An Architecture for a Task-Oriented Surveillance System: A Service- and Event-Based Approach

Due to the increasing threat posed by crime, industrial espionage and even terrorism, video surveillance systems have become more important and powerful during the last years. While most commercially available surveillance systems have to be managed by human operators, who constantly monitor all video streams, several experimental systems from different research groups already include robust video processing approaches for (semi-) automated surveillance. Still, most research activities focus on a sensororiented approach to video analytics of large and distributed camera networks, aiming to extract, analyze and store all extractable information from the video streams. In real-life applications, however, only a limited set of specific threats needs to be covered. Accordingly, only a small subset of potentially extractable information has to be monitored. Besides the huge amount of raw video data, modern surveillance systems are also extended with other sensors that deliver even more data.

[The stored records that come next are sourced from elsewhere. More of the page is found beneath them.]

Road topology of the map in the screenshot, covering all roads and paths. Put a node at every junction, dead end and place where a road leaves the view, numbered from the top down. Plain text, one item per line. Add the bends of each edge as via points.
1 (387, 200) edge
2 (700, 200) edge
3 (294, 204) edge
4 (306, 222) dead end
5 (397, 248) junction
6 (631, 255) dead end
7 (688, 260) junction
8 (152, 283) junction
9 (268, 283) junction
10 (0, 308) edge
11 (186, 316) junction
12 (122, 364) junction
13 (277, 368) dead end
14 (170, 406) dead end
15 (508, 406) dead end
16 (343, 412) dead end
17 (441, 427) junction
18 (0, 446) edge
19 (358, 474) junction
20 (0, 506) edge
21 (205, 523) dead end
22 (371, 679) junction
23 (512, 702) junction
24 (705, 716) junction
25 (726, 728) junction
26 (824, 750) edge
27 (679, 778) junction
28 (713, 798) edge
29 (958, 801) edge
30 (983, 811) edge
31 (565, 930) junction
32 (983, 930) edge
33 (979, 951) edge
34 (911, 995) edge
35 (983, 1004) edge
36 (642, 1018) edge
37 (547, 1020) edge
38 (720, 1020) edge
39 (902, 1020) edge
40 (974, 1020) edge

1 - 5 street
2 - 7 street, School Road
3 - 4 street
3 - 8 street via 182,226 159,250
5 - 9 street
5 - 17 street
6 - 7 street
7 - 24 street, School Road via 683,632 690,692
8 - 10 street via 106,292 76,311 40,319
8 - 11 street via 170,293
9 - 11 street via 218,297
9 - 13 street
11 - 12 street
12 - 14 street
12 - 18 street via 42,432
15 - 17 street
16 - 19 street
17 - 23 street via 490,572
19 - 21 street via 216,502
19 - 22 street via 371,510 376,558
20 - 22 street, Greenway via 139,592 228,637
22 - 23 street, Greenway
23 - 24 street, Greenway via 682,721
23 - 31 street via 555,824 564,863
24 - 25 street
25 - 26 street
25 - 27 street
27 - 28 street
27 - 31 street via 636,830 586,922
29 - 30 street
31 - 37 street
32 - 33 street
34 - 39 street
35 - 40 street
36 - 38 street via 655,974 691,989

As a consequence, a new paradigm is introduced, called task-oriented information and data processing for surveillance systems. In the proposed system NEST (Network Enabled Surveillance and Tracking) following the task-oriented approach, every resource allocation, data acquisition, and analysis process is assigned to a specific surveillance task. In order to meet the requirements of taskoriented surveillance, the proposed architecture combines a Service-Oriented Architecture with an Event-Driven Architecture (Event-driven SOA).